II. Overview—Administrative Procedures
When a student in New York is eligible for special education services, the IDEA calls for the creation of an individualized education program (IEP), which is delegated to a local Committee on Special Education (CSE) that includes, but is not limited to, parents, teachers, a school psychologist, and a district representative (Educ. Law § 4402; see 20 U.S.C. § 1414[d][1][A]-[B]; 34 CFR 300.320, 300.321; 8 NYCRR 200.3, 200.4[d][2]). If disputes occur between parents and school districts, incorporated among the procedural protections is the opportunity to engage in mediation, present State complaints, and initiate an impartial due process hearing (20 U.S.C. §§ 1221e-3, 1415[e]-[f]; Educ. Law § 4404[1]; 34 CFR 300.151-300.152, 300.506, 300.511; 8 NYCRR 200.5[h]-[l]).

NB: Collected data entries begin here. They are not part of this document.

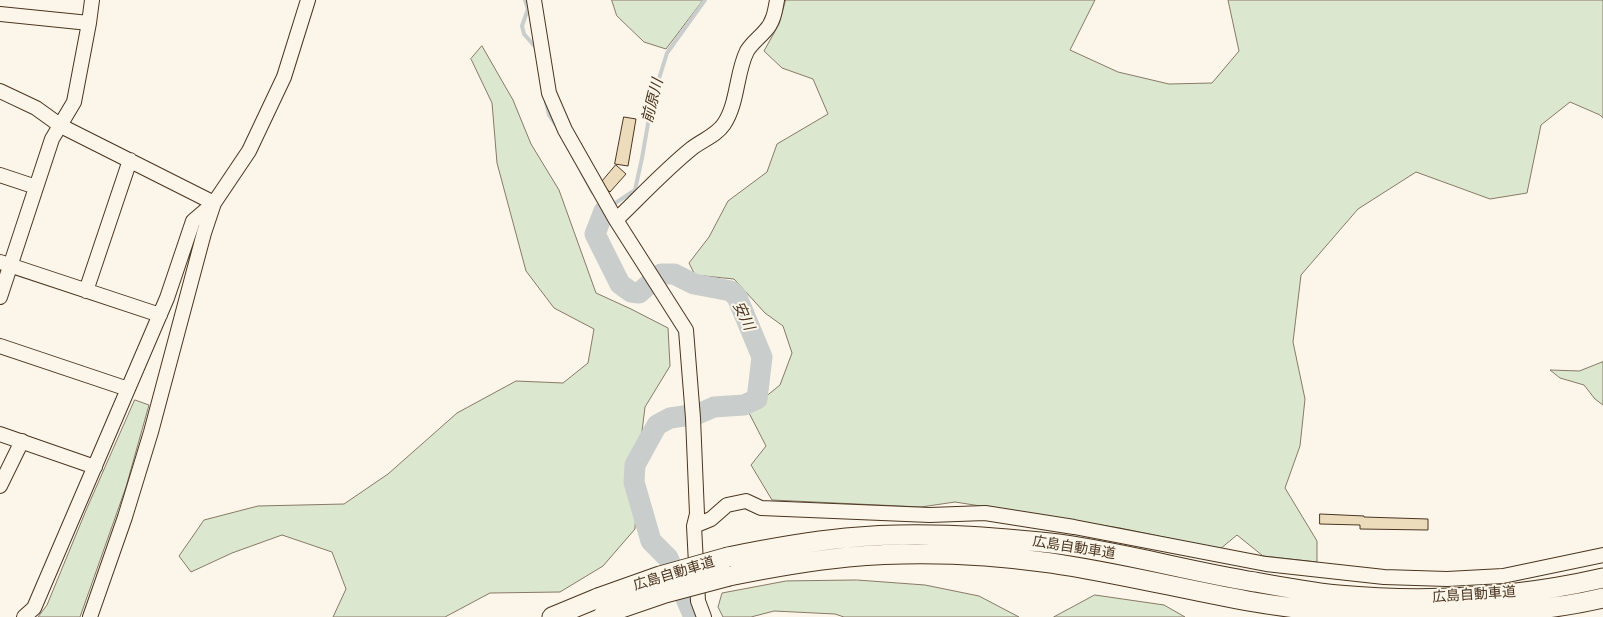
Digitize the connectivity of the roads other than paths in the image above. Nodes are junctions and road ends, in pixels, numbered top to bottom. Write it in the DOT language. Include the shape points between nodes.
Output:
graph roads {
  1 [pos="92,0"];
  2 [pos="308,0"];
  3 [pos="534,0"];
  4 [pos="777,0"];
  5 [pos="0,14"];
  6 [pos="89,23"];
  7 [pos="0,91"];
  8 [pos="61,126"];
  9 [pos="130,160"];
  10 [pos="0,175"];
  11 [pos="36,187"];
  12 [pos="214,203"];
  13 [pos="616,220"];
  14 [pos="5,264"];
  15 [pos="86,291"];
  16 [pos="0,297"];
  17 [pos="160,315"];
  18 [pos="0,346"];
  19 [pos="128,389"];
  20 [pos="0,434"];
  21 [pos="22,441"];
  22 [pos="95,467"];
  23 [pos="0,486"];
  24 [pos="694,526"];
  25 [pos="1603,555"];
  26 [pos="728,567"];
  27 [pos="1603,578"];
  28 [pos="1603,598"];
  29 [pos="600,610"];
  30 [pos="24,617"];
  31 [pos="90,617"];
  32 [pos="552,617"];
  33 [pos="704,617"];
  34 [pos="1417,617"];
  35 [pos="1423,617"];
  1 -- 6 [label="street"];
  2 -- 12 [label="street" via="284,77 249,151"];
  3 -- 13 [label="street" via="549,93 565,130"];
  4 -- 13 [label="street" via="774,18 746,53 731,112 723,125 675,162"];
  5 -- 6 [label="street"];
  6 -- 8 [label="street" via="74,102"];
  7 -- 8 [label="street" via="36,108"];
  8 -- 9 [label="street"];
  8 -- 11 [label="street" via="52,140"];
  9 -- 12 [label="street"];
  9 -- 15 [label="street"];
  10 -- 11 [label="street"];
  11 -- 14 [label="street"];
  12 -- 17 [label="street" via="193,221"];
  12 -- 31 [label="street" via="148,442"];
  13 -- 24 [label="street" via="686,330 693,415 697,514"];
  14 -- 15 [label="street"];
  14 -- 16 [label="street"];
  15 -- 17 [label="street"];
  17 -- 19 [label="street"];
  18 -- 19 [label="street"];
  19 -- 22 [label="street"];
  20 -- 21 [label="street"];
  21 -- 22 [label="street"];
  21 -- 23 [label="street"];
  22 -- 30 [label="street" via="34,608"];
  24 -- 25 [label="street" via="711,519 727,505 746,501 761,508 930,515 985,513 1266,564 1447,579 1502,576"];
  24 -- 33 [label="street" via="698,601"];
  26 -- 27 [label="highway, 広島自動車道" via="786,545 906,535 978,536 1052,544 1337,595 1420,599 1501,595"];
  26 -- 29 [label="highway, 広島自動車道, bridge" via="660,576"];
  26 -- 34 [label="highway, 広島自動車道" via="907,554 978,556 1059,564 1306,609"];
  28 -- 35 [label="highway, 広島自動車道" via="1501,614"];
  29 -- 32 [label="highway, 広島自動車道"];
}
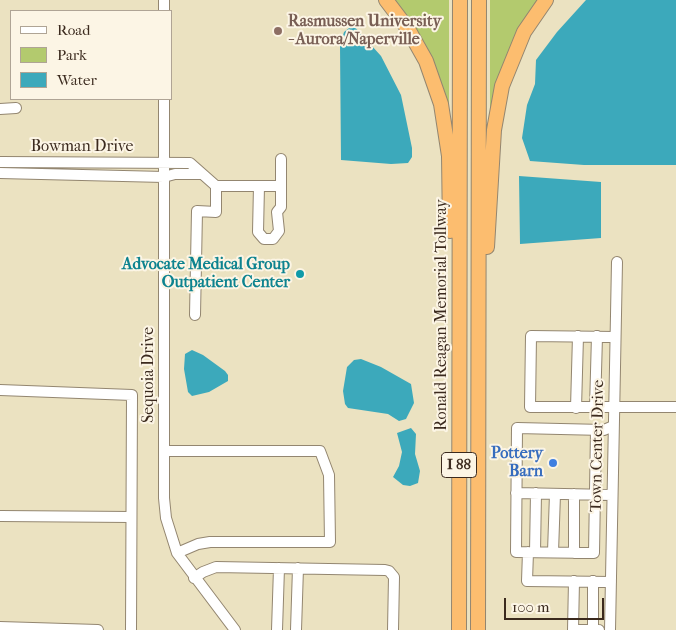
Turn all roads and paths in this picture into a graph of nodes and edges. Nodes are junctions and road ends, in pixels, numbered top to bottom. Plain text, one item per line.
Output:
1 (386, 0) edge
2 (460, 0) edge
3 (479, 0) edge
4 (546, 0) edge
5 (164, 100) edge
6 (0, 108) edge
7 (16, 108) dead end
8 (281, 159) dead end
9 (0, 162) edge
10 (164, 163) junction
11 (0, 174) edge
12 (201, 174) junction
13 (164, 177) junction
14 (216, 186) junction
15 (259, 186) junction
16 (281, 186) junction
17 (258, 212) junction
18 (277, 212) junction
19 (617, 262) dead end
20 (478, 276) junction
21 (459, 300) junction
22 (195, 315) dead end
23 (578, 336) junction
24 (597, 336) junction
25 (615, 336) junction
26 (0, 390) edge
27 (614, 407) junction
28 (576, 408) junction
29 (595, 408) junction
30 (676, 408) edge
31 (613, 426) junction
32 (596, 430) junction
33 (164, 451) junction
34 (516, 493) junction
35 (536, 493) junction
36 (555, 494) junction
37 (574, 494) junction
38 (595, 495) junction
39 (612, 495) junction
40 (0, 516) edge
41 (132, 516) junction
42 (531, 552) junction
43 (553, 552) junction
44 (574, 552) junction
45 (177, 553) junction
46 (279, 568) junction
47 (298, 568) junction
48 (194, 578) junction
49 (574, 581) junction
50 (593, 581) junction
51 (611, 582) junction
52 (0, 627) edge
53 (98, 630) edge
54 (131, 630) edge
55 (235, 630) edge
56 (277, 630) edge
57 (296, 630) edge
58 (393, 630) edge
59 (459, 630) edge
60 (478, 630) edge
61 (593, 630) edge
62 (599, 630) edge
63 (610, 630) edge

1 - 21 highway
2 - 21 highway, Ronald Reagan Memorial Tollway / I 88
3 - 20 highway, I 88
4 - 20 highway
5 - 10 street, Sequoia Drive
6 - 7 street
8 - 16 street
9 - 10 street, Bowman Drive
10 - 12 street, Bowman Drive
10 - 13 street, Sequoia Drive
11 - 13 street, Bowman Drive
12 - 13 street, Bowman Drive
12 - 14 street, Bowman Drive
13 - 33 street, Sequoia Drive
14 - 15 street
14 - 22 street
15 - 16 street
15 - 17 street
16 - 18 street
17 - 18 street
17 - 18 street
19 - 25 street, Town Center Drive
20 - 60 highway, I 88
21 - 59 highway, Ronald Reagan Memorial Tollway / I 88
23 - 24 street
23 - 28 street
23 - 28 street
24 - 25 street
24 - 29 street
25 - 27 street, Town Center Drive
26 - 41 street
27 - 29 street
27 - 30 street
27 - 31 street, Town Center Drive
28 - 29 street
31 - 32 street
31 - 39 street, Town Center Drive
32 - 34 street
32 - 38 street
33 - 45 street, Sequoia Drive
33 - 45 street
34 - 35 street
34 - 42 street
35 - 36 street
35 - 42 street
36 - 37 street
36 - 43 street
37 - 38 street
37 - 44 street
38 - 39 street
38 - 44 street
39 - 51 street, Town Center Drive
40 - 41 street
41 - 54 street
42 - 43 street
42 - 49 street
43 - 44 street
45 - 48 street, Sequoia Drive
46 - 47 street
46 - 48 street
46 - 56 street
47 - 57 street
47 - 58 street
48 - 55 street, Sequoia Drive
49 - 50 street
49 - 61 street
50 - 51 street
50 - 61 street
51 - 63 street, Town Center Drive
52 - 53 street
61 - 62 street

New York State has implemented a two-tiered system of administrative review to address disputed matters between parents and school districts regarding "any matter relating to the identification, evaluation or educational placement of a student with a disability, or a student suspected of having a disability, or the provision of a free appropriate public education to such student" (8 NYCRR 200.5[i][1]; see 20 U.S.C. § 1415[b][6]-[7]; 34 CFR 300.503[a][1]-[2], 300.507[a][1]). First, after an opportunity to engage in a resolution process, the parties appear at an impartial hearing conducted at the local level before an IHO (Educ. Law § 4404[1][a]; 8 NYCRR 200.5[j]). An IHO typically conducts a trial-type hearing regarding the matters in dispute in which the parties have the right to be accompanied and advised by counsel and certain other individuals with special knowledge or training; present evidence and confront, cross-examine, and compel the attendance of witnesses; prohibit the introduction of any evidence at the hearing that has not been disclosed five business days before the hearing; and obtain a verbatim record of the proceeding (20 U.S.C. § 1415[f][2][A], [h][1]-[3]; 34 CFR 300.512[a][1]-[4]; 8 NYCRR 200.5[j][3][v], [vii], [xii]). The IHO must render and transmit a final written decision in the matter to the parties not later than 45 days after the expiration period or adjusted period for the resolution process (34 CFR 300.510[b][2], [c], 300.515[a]; 8 NYCRR 200.5[j][5]). A party may seek a specific extension of time of the 45-day timeline, which the IHO may grant in accordance with State and federal regulations (34 CFR 300.515[c]; 8 NYCRR 200.5[j][5]). The decision of the IHO is binding upon both parties unless appealed (Educ. Law § 4404[1]).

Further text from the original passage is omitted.